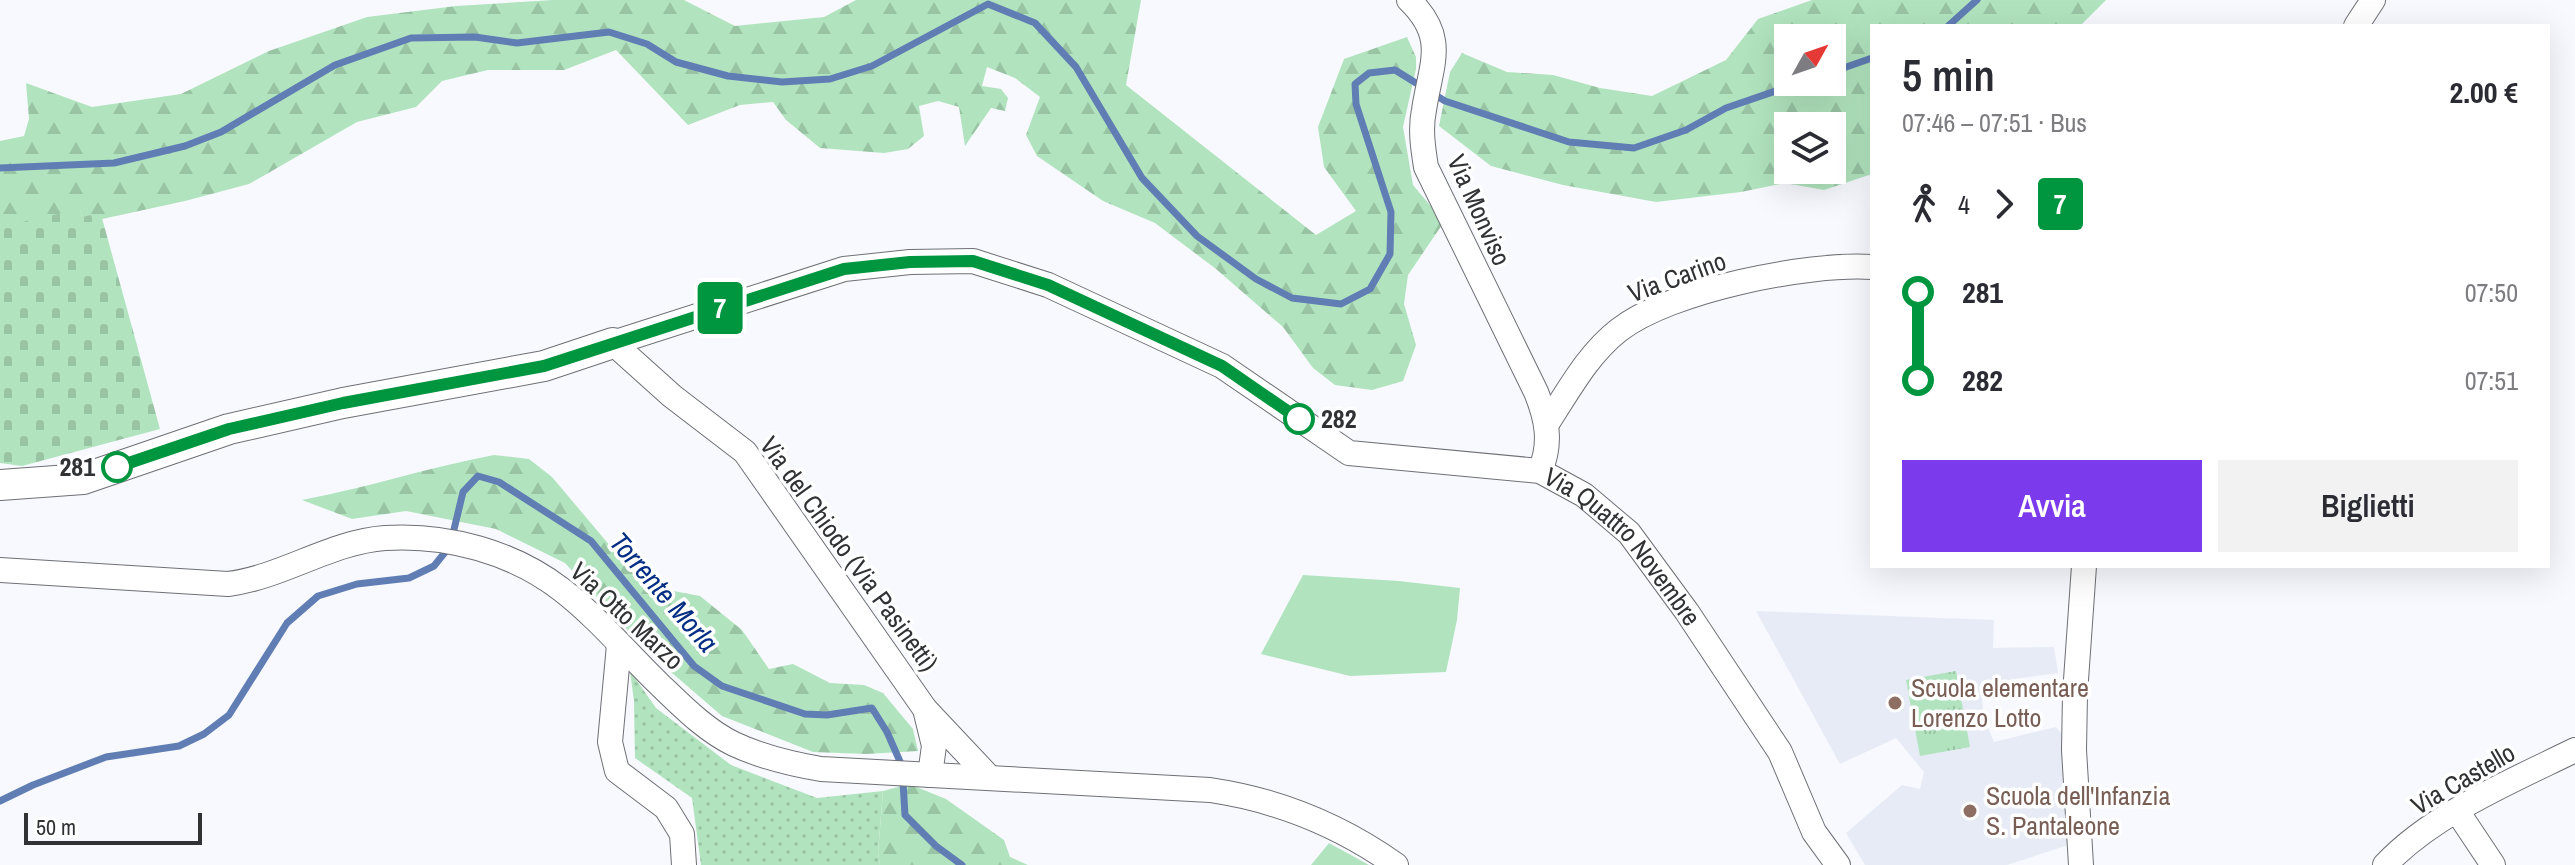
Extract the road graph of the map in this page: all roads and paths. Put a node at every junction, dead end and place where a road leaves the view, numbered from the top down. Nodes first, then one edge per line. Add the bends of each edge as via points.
1 (1409, 0) edge
2 (2373, 0) edge
3 (2357, 24) edge
4 (1870, 267) edge
5 (613, 343) junction
6 (1548, 422) junction
7 (1540, 471) junction
8 (3, 490) edge
9 (0, 552) edge
10 (2084, 568) edge
11 (0, 570) edge
12 (37, 573) junction
13 (619, 645) junction
14 (925, 709) junction
15 (2575, 750) edge
16 (928, 775) junction
17 (990, 778) junction
18 (2457, 811) junction
19 (684, 865) edge
20 (1396, 865) edge
21 (1838, 865) edge
22 (2081, 865) edge
23 (2385, 865) edge
24 (2493, 865) edge

1 - 6 street, Via Monviso via 1433,34 1423,113 1426,167
2 - 3 street
4 - 6 street, Via Carino via 1797,271 1708,290 1649,313 1620,328 1598,349
5 - 7 street, Via Quattro Novembre via 844,269 973,261 1048,285 1222,366 1349,453
5 - 8 street, Via Quattro Novembre via 544,366 229,429 83,479
5 - 14 street, Via del Chiodo (Via Pasinetti) via 745,452
6 - 7 street
7 - 21 street, Via Quattro Novembre via 1584,495 1629,533 1780,752 1814,832
9 - 12 street, Via Otto Marzo
10 - 22 street via 2074,708
11 - 12 street, Via Otto Marzo
12 - 13 street, Via Otto Marzo via 228,584 256,581 343,547 384,538 436,540 485,549 531,569 563,591
13 - 16 street, Via Otto Marzo via 691,715 732,743 779,762 821,769
13 - 19 street via 610,742 617,771 666,808 682,834
14 - 16 street via 934,746
14 - 17 street
15 - 18 street, Via Castello
16 - 17 street, Via Otto Marzo
17 - 20 street, Via Otto Marzo via 1247,796 1299,812
18 - 23 street, Via Castello
18 - 24 street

^^^^

→ **Assignment**: Could you write out every record exactly, leaving the pictures out?

→ **The completed task**:
Extract the road graph of the map in this page: all roads and paths. Put a node at every junction, dead end and place where a road leaves the view, numbered from the top down. Nodes first, then one edge per line. Add the bends of each edge as via points.
1 (1409, 0) edge
2 (2373, 0) edge
3 (2357, 24) edge
4 (1870, 267) edge
5 (613, 343) junction
6 (1548, 422) junction
7 (1540, 471) junction
8 (3, 490) edge
9 (0, 552) edge
10 (2084, 568) edge
11 (0, 570) edge
12 (37, 573) junction
13 (619, 645) junction
14 (925, 709) junction
15 (2575, 750) edge
16 (928, 775) junction
17 (990, 778) junction
18 (2457, 811) junction
19 (684, 865) edge
20 (1396, 865) edge
21 (1838, 865) edge
22 (2081, 865) edge
23 (2385, 865) edge
24 (2493, 865) edge

1 - 6 street, Via Monviso via 1433,34 1423,113 1426,167
2 - 3 street
4 - 6 street, Via Carino via 1797,271 1708,290 1649,313 1620,328 1598,349
5 - 7 street, Via Quattro Novembre via 844,269 973,261 1048,285 1222,366 1349,453
5 - 8 street, Via Quattro Novembre via 544,366 229,429 83,479
5 - 14 street, Via del Chiodo (Via Pasinetti) via 745,452
6 - 7 street
7 - 21 street, Via Quattro Novembre via 1584,495 1629,533 1780,752 1814,832
9 - 12 street, Via Otto Marzo
10 - 22 street via 2074,708
11 - 12 street, Via Otto Marzo
12 - 13 street, Via Otto Marzo via 228,584 256,581 343,547 384,538 436,540 485,549 531,569 563,591
13 - 16 street, Via Otto Marzo via 691,715 732,743 779,762 821,769
13 - 19 street via 610,742 617,771 666,808 682,834
14 - 16 street via 934,746
14 - 17 street
15 - 18 street, Via Castello
16 - 17 street, Via Otto Marzo
17 - 20 street, Via Otto Marzo via 1247,796 1299,812
18 - 23 street, Via Castello
18 - 24 street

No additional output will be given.